05 de mayo de 2019
05.05.2019

Y llegó la vida

04.05.2019 | 21:31

Capítulo 13 / Dejamos a los expedicionarios esta semana, Balmis con su equipo navegando hacia México y Salvany con el suyo adentrándose en Colombia. Vamos a recordar la única novela sobre la expedición escrita en el siglo XX.

Novelando a Balmis


La Real Expedición Filantrópica de la Vacuna (1803-1813) ha adquirido un lugar relevante en la historia de la salud pública internacional como ejemplo pionero de campaña de vacunación. Varios autores han abordado las circunstancias que propiciaron aquel viaje para combatir la viruela en los territorios de Ultramar, reflexionando sobre sus aspectos organizativos, el impacto de sus resultados o las vicisitudes de sus protagonistas. La conmemoración, hace dieciséis años, del bicentenario de su partida desde A Coruña reactivó el interés hacia esta aventura, que ha aumentado su visibilidad con efecto multiplicador a través de artículos científicos, libros y reseñas.

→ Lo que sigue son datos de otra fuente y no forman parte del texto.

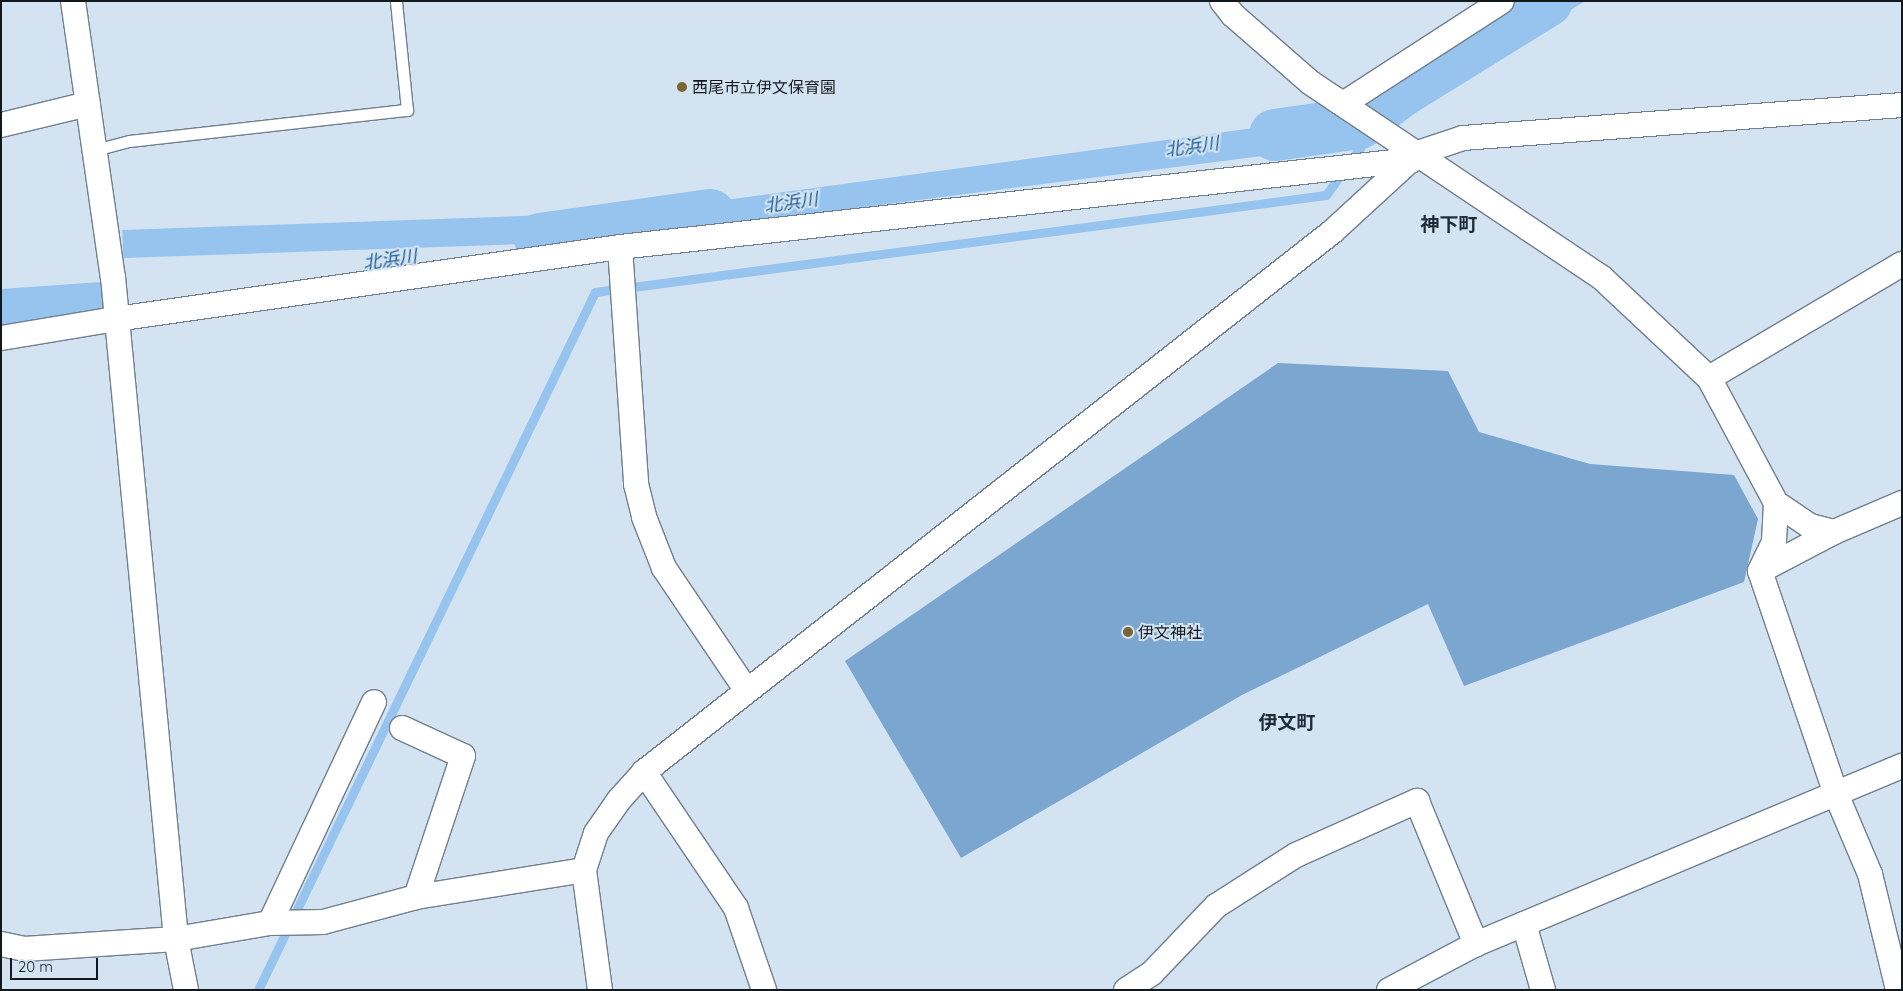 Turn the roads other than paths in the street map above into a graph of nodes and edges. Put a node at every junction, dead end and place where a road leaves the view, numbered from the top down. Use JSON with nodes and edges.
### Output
{"nodes":[{"id":1,"x":73,"y":1,"type":"edge"},
{"id":2,"x":396,"y":1,"type":"edge"},
{"id":3,"x":1222,"y":1,"type":"edge"},
{"id":4,"x":1502,"y":1,"type":"edge"},
{"id":5,"x":1339,"y":102,"type":"junction"},
{"id":6,"x":88,"y":104,"type":"junction"},
{"id":7,"x":1902,"y":105,"type":"edge"},
{"id":8,"x":1,"y":125,"type":"edge"},
{"id":9,"x":95,"y":150,"type":"junction"},
{"id":10,"x":1410,"y":152,"type":"junction"},
{"id":11,"x":620,"y":247,"type":"junction"},
{"id":12,"x":1902,"y":264,"type":"edge"},
{"id":13,"x":116,"y":318,"type":"junction"},
{"id":14,"x":1,"y":338,"type":"edge"},
{"id":15,"x":1708,"y":378,"type":"junction"},
{"id":16,"x":1776,"y":503,"type":"junction"},
{"id":17,"x":1902,"y":503,"type":"edge"},
{"id":18,"x":1834,"y":532,"type":"junction"},
{"id":19,"x":1760,"y":571,"type":"junction"},
{"id":20,"x":747,"y":691,"type":"junction"},
{"id":21,"x":374,"y":702,"type":"dead end"},
{"id":22,"x":402,"y":728,"type":"dead end"},
{"id":23,"x":1902,"y":766,"type":"edge"},
{"id":24,"x":644,"y":772,"type":"junction"},
{"id":25,"x":1836,"y":794,"type":"junction"},
{"id":26,"x":584,"y":870,"type":"junction"},
{"id":27,"x":416,"y":897,"type":"junction"},
{"id":28,"x":270,"y":923,"type":"junction"},
{"id":29,"x":1524,"y":924,"type":"junction"},
{"id":30,"x":176,"y":939,"type":"junction"},
{"id":31,"x":1,"y":944,"type":"edge"},
{"id":32,"x":1476,"y":944,"type":"junction"},
{"id":33,"x":186,"y":990,"type":"edge"},
{"id":34,"x":600,"y":990,"type":"edge"},
{"id":35,"x":764,"y":990,"type":"edge"},
{"id":36,"x":1126,"y":990,"type":"edge"},
{"id":37,"x":1389,"y":990,"type":"edge"},
{"id":38,"x":1543,"y":990,"type":"edge"},
{"id":39,"x":1898,"y":990,"type":"edge"}],
"edges":[{"from":1,"to":6,"type":"street"},
{"from":2,"to":9,"type":"lane"},
{"from":3,"to":5,"type":"street"},
{"from":4,"to":5,"type":"street"},
{"from":5,"to":10,"type":"street"},
{"from":6,"to":8,"type":"street"},
{"from":6,"to":9,"type":"street"},
{"from":7,"to":10,"type":"street"},
{"from":9,"to":13,"type":"street"},
{"from":10,"to":11,"type":"street"},
{"from":10,"to":15,"type":"street"},
{"from":10,"to":20,"type":"street"},
{"from":11,"to":13,"type":"street"},
{"from":11,"to":20,"type":"street"},
{"from":12,"to":15,"type":"street"},
{"from":13,"to":14,"type":"street"},
{"from":13,"to":30,"type":"street"},
{"from":15,"to":16,"type":"street"},
{"from":16,"to":18,"type":"street"},
{"from":16,"to":19,"type":"street"},
{"from":17,"to":18,"type":"street"},
{"from":18,"to":19,"type":"street"},
{"from":19,"to":25,"type":"street"},
{"from":20,"to":24,"type":"street"},
{"from":21,"to":28,"type":"street"},
{"from":22,"to":27,"type":"street"},
{"from":23,"to":25,"type":"street"},
{"from":24,"to":26,"type":"street"},
{"from":24,"to":35,"type":"street"},
{"from":25,"to":29,"type":"street"},
{"from":25,"to":39,"type":"street"},
{"from":26,"to":27,"type":"street"},
{"from":26,"to":34,"type":"street"},
{"from":27,"to":28,"type":"street"},
{"from":28,"to":30,"type":"street"},
{"from":29,"to":32,"type":"street"},
{"from":29,"to":38,"type":"street"},
{"from":30,"to":31,"type":"street"},
{"from":30,"to":33,"type":"street"},
{"from":32,"to":36,"type":"street"},
{"from":32,"to":37,"type":"street"}]}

Aún así, la historia de la expedición no está cerrada todavía y quedan por explorar sugestivas líneas de investigación. Su contexto y escenarios, por otra parte, se prestan muy bien a la fabulación. Resulta apasionante la idea de narrar tan larga travesía por mares y océanos, cruzando territorios a veces hostiles con la filantrópica tarea de llevar la vacuna a tierras lejanas. A ese carácter de gesta histórica le añade un atractivo singular el perfil de sus personajes. Niños como portadores del preciado bien, las figuras contrapuestas por edad y carácter de Balmis y Salvany, a lo que hay que añadir una presencia femenina, la rectora transformada en enfermera Isabel Zendal. No son menos interesantes el resto de expedicionarios que formaban la misión. Frente a ellos irán desfilando en cada etapa de la ruta personajes variopintos, que les atenderán con afecto o les pondrán en dificultades. Resulta pues, un magnífico guion para desarrollar una novela o una película. Las iremos analizando, dedicando este espacio a la única obra de estas características redactada durante el siglo XX.

Y llegó la vida


Publicado en la popular Colección Austral de Espasa-Calpe hace 69 años (1950), este libro de bolsillo constituye una rara avis que pone de manifiesto el escaso interés por este tema durante el siglo pasado. Su autor, Enrique Alfonso es citado en la solapa como «un joven y notable escritor español, que se ha destacado también en actividades cinematográficas dentro y fuera de su patria». No se conocen más obras literarias de este periodista nacido en Madrid en 1910, que sin embargo, escribió guiones y adaptó textos para el cine y la televisión. La novela está prologada por el célebre profesor Carlos Jiménez Díaz (1898-1967), que la define como una «historia perfumada de sentido humano bienhechor». El autor especifica que se trata de un «retrato literario dialogado, agrupando las facetas que integran el mismo como Estampas». Centrada en la Expedición, no banaliza y apenas confiere atributos físicos o de carácter a los personajes. Balmis es «alto y seco», Salvany está casado y su mujer espera un hijo en España que no conocerá, Isabel de Cendales y López es «una mujer esbelta y fina de agradables y femeninos ademanes, con un aire serio, casi triste? ojos grandes, expresivos y hermosos, que parecen absortos en sus pensamientos». Presentada como una atenta colaboradora, detallista, que ejerce su rol de enfermera y cuidadora, sólo en un momento de la acción un Balmis excepcionalmente contento le dirige un cumplido: «¡Yo no sé en qué están pensando los hombres jóvenes!». El relato insinúa una pequeña historia de amor de juventud de Balmis que, conmovido, visita en México un cementerio donde está enterrada una joven muerta años atrás. No hay relaciones cruzadas entre los expedicionarios, que se tratan entre ellos con camaradería, excepto los requiebros del cirujano Gutiérrez a Isabel que ella rechaza.

Precisión histórica


Muy bien documentada, muestra una encomiable labor de búsqueda en archivos y utiliza para el caso concreto de la Expedición los textos de Ruiz Moreno (1947) y de Castillo Domper (1912). Sus notas aclaratorias al final del texto son excelentes. Aparecen citados La Condamine, Carro, Moreau de la Sarthe, Salvá, Piguillem, Careno y de manera muy especial Edward Jenner con el que abre y cierra el libro.

La crónica de la Expedición es bastante completa, llama la atención un breve encuentro entre Balmis y un joven Simón Bolívar en Caracas (escena supuesta) y la minuciosidad de la breve estancia de Balmis en la isla de Santa Elena que le permite asociar a Jenner con Napoleón. Obra amena, que reivindica una gesta heroica en un periodo que coincide con los primeros intentos de la dictadura por acabar con el aislamiento internacional. La Expedición es enfocada como una proeza médica del añorado imperio. «Se continuará?»